Christmas advice

My general advice, to those who seek it at Christmas (around here), is to master benignity. I, for one, will not destructively criticize those I believe to be benign. Perhaps I could try to be benign myself, through the time left to me on this Earth, by not offering to “name and shame” the many who are not. But I find this task exhausting.

It is a Canadian tradition, to advise people to remain warm, or to try to become warm, given our unsympathetic winter environment. As few of us seem to have empathetic landlords, either, it is a purely adventitious wish, like “climate change.” I mentioned being cold to one of my dearest friends, in email this morning. He replied that he is both cold and bald. This may have raised the temperature by a fraction of a toque, or one degree on the white man’s thermometer. If it has, we are on a roll.

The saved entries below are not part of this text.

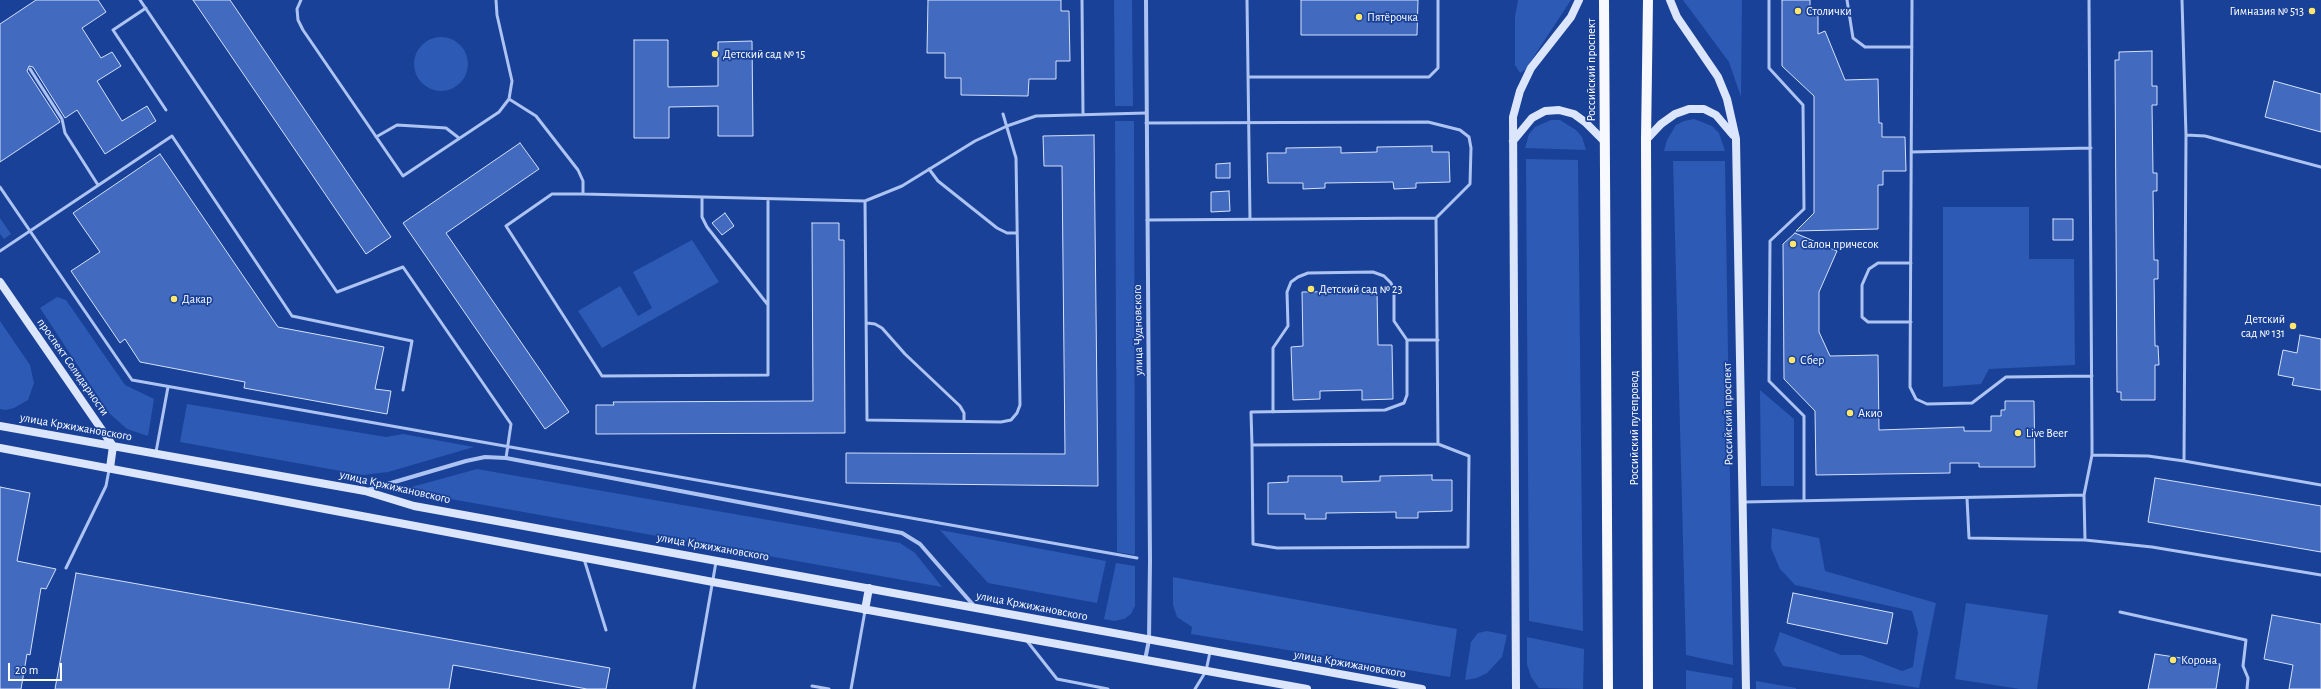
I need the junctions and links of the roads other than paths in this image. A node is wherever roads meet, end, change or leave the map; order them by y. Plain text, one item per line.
1 (140, 0) edge
2 (302, 0) edge
3 (496, 0) edge
4 (1082, 0) edge
5 (1146, 0) edge
6 (1247, 0) edge
7 (1438, 0) edge
8 (1579, 0) edge
9 (1604, 0) edge
10 (1648, 0) edge
11 (1670, 0) edge
12 (1769, 0) edge
13 (1847, 0) edge
14 (1912, 0) edge
15 (2089, 0) edge
16 (2182, 0) edge
17 (146, 8) junction
18 (1912, 47) junction
19 (30, 69) dead end
20 (1248, 77) junction
21 (509, 99) junction
22 (166, 110) dead end
23 (1146, 113) junction
24 (1003, 114) dead end
25 (1083, 115) junction
26 (1146, 123) junction
27 (1249, 124) junction
28 (1007, 126) junction
29 (2186, 135) junction
30 (376, 137) junction
31 (459, 138) junction
32 (1736, 139) junction
33 (1646, 140) junction
34 (1604, 141) junction
35 (1513, 142) junction
36 (2091, 148) junction
37 (1911, 152) junction
38 (2321, 167) edge
39 (929, 169) junction
40 (98, 185) junction
41 (0, 187) edge
42 (583, 194) junction
43 (702, 197) junction
44 (768, 199) junction
45 (866, 201) junction
46 (1436, 218) junction
47 (1250, 219) junction
48 (1147, 220) junction
49 (30, 231) junction
50 (1017, 233) junction
51 (0, 251) edge
52 (1911, 263) junction
53 (0, 282) edge
54 (768, 306) junction
55 (1911, 322) junction
56 (867, 323) junction
57 (1407, 340) junction
58 (1438, 340) junction
59 (2092, 376) junction
60 (168, 387) junction
61 (403, 390) dead end
62 (1273, 412) junction
63 (964, 422) junction
64 (0, 426) edge
65 (1438, 444) junction
66 (1252, 445) junction
67 (113, 446) junction
68 (0, 448) edge
69 (508, 448) junction
70 (156, 454) junction
71 (2092, 455) junction
72 (506, 458) junction
73 (2184, 461) junction
74 (110, 468) junction
75 (2321, 485) edge
76 (365, 491) junction
77 (2084, 495) junction
78 (1968, 498) junction
79 (1804, 500) junction
80 (1742, 502) junction
81 (2085, 540) junction
82 (584, 557) junction
83 (1137, 558) dead end
84 (716, 560) junction
85 (66, 568) dead end
86 (2321, 575) edge
87 (713, 582) junction
88 (869, 588) junction
89 (975, 608) junction
90 (865, 610) junction
91 (2120, 612) dead end
92 (606, 630) dead end
93 (1024, 638) junction
94 (1149, 640) junction
95 (1210, 651) junction
96 (1145, 660) junction
97 (1206, 671) junction
98 (812, 686) dead end
99 (1386, 686) edge
100 (694, 688) dead end
101 (829, 689) edge
102 (851, 689) edge
103 (1108, 689) edge
104 (1195, 689) edge
105 (1307, 689) edge
106 (1422, 689) edge
107 (1516, 689) edge
108 (1608, 689) edge
109 (1648, 689) edge
110 (1746, 689) edge
111 (2247, 689) edge

1 - 17 lane
2 - 30 lane
3 - 21 lane
4 - 25 lane
5 - 23 street, улица Чудновского
6 - 20 lane
7 - 20 lane
8 - 35 street, Российский проспект
9 - 34 main road, Российский проспект
10 - 33 main road
11 - 32 street, Российский проспект
12 - 79 lane
13 - 18 lane
14 - 18 lane
15 - 36 lane
16 - 29 lane
17 - 22 lane
17 - 69 lane
18 - 37 lane
19 - 40 lane
20 - 27 lane
21 - 31 lane
21 - 42 lane
23 - 25 lane
23 - 26 street, улица Чудновского
24 - 28 lane
25 - 28 lane
26 - 27 lane
26 - 48 street, улица Чудновского
27 - 46 lane
27 - 47 lane
28 - 39 lane
28 - 50 lane
29 - 38 lane
29 - 73 lane
30 - 31 lane
30 - 31 lane
32 - 33 street
32 - 80 street, Российский проспект
33 - 109 main road, Российский путепровод
34 - 35 street, Российский проспект
34 - 108 main road, Российский проспект
35 - 107 street, Российский проспект
36 - 37 lane
36 - 59 lane
37 - 52 lane
39 - 45 lane
39 - 50 lane
40 - 49 lane
40 - 61 lane
41 - 49 lane
42 - 43 lane
42 - 54 lane
43 - 44 lane
43 - 54 lane
44 - 45 lane
44 - 54 lane
45 - 56 lane
46 - 47 lane
46 - 58 lane
47 - 48 lane
48 - 94 street, улица Чудновского
49 - 51 lane
49 - 60 lane
50 - 63 lane
52 - 55 lane
52 - 55 lane
53 - 67 street, проспект Солидарности
55 - 59 lane
56 - 63 lane
56 - 63 lane
57 - 58 lane
57 - 62 lane
57 - 62 lane
58 - 65 lane
59 - 71 lane
60 - 69 lane
60 - 70 lane
62 - 66 lane
64 - 67 street, улица Кржижановского
65 - 66 lane
65 - 66 lane
67 - 70 street, улица Кржижановского
67 - 74 street
68 - 74 street
69 - 72 lane
69 - 83 lane
70 - 76 street, улица Кржижановского
71 - 73 lane
71 - 77 lane
72 - 76 street
72 - 89 street
73 - 75 lane
74 - 82 street
74 - 85 lane
76 - 84 street, улица Кржижановского
77 - 78 lane
77 - 81 lane
78 - 79 lane
78 - 81 lane
79 - 80 lane
80 - 110 street, Российский проспект
81 - 86 lane
82 - 87 street
82 - 92 lane
84 - 87 lane
84 - 88 street, улица Кржижановского
87 - 90 street
87 - 100 lane
88 - 89 street, улица Кржижановского
88 - 90 street
89 - 94 street, улица Кржижановского
90 - 93 street
90 - 102 lane
91 - 111 lane
93 - 96 street
93 - 103 lane
94 - 95 street, улица Кржижановского
94 - 96 street, улица Чудновского
95 - 97 lane
95 - 99 street, улица Кржижановского
96 - 97 street
97 - 104 lane
97 - 105 street
98 - 101 lane
99 - 106 street, улица Кржижановского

We have other faults, my friend and I, chiefly medical.

As you probably know, the chief cause of death in the modern world is “instruction from a doctor.” He will either tell you to die, directly, or recommend some exercise or pharmaceuticals that will kill you. Or he will practice “open-heart operations,” and other ruthless surgical “procedures” — counting on patients to be nearly comatose, & thus unable to resist.

Well, both of us have been living dangerously. I believe we both took instructions from doctors, more than once in the past year. Paul (to give him a name) was told to perish repeatedly. That he is still alive, 359 days later, is a reason to thank God (who doesn’t obey the doctors).

It is now Christmas, I declare. A very merry Christmas to my several other readers!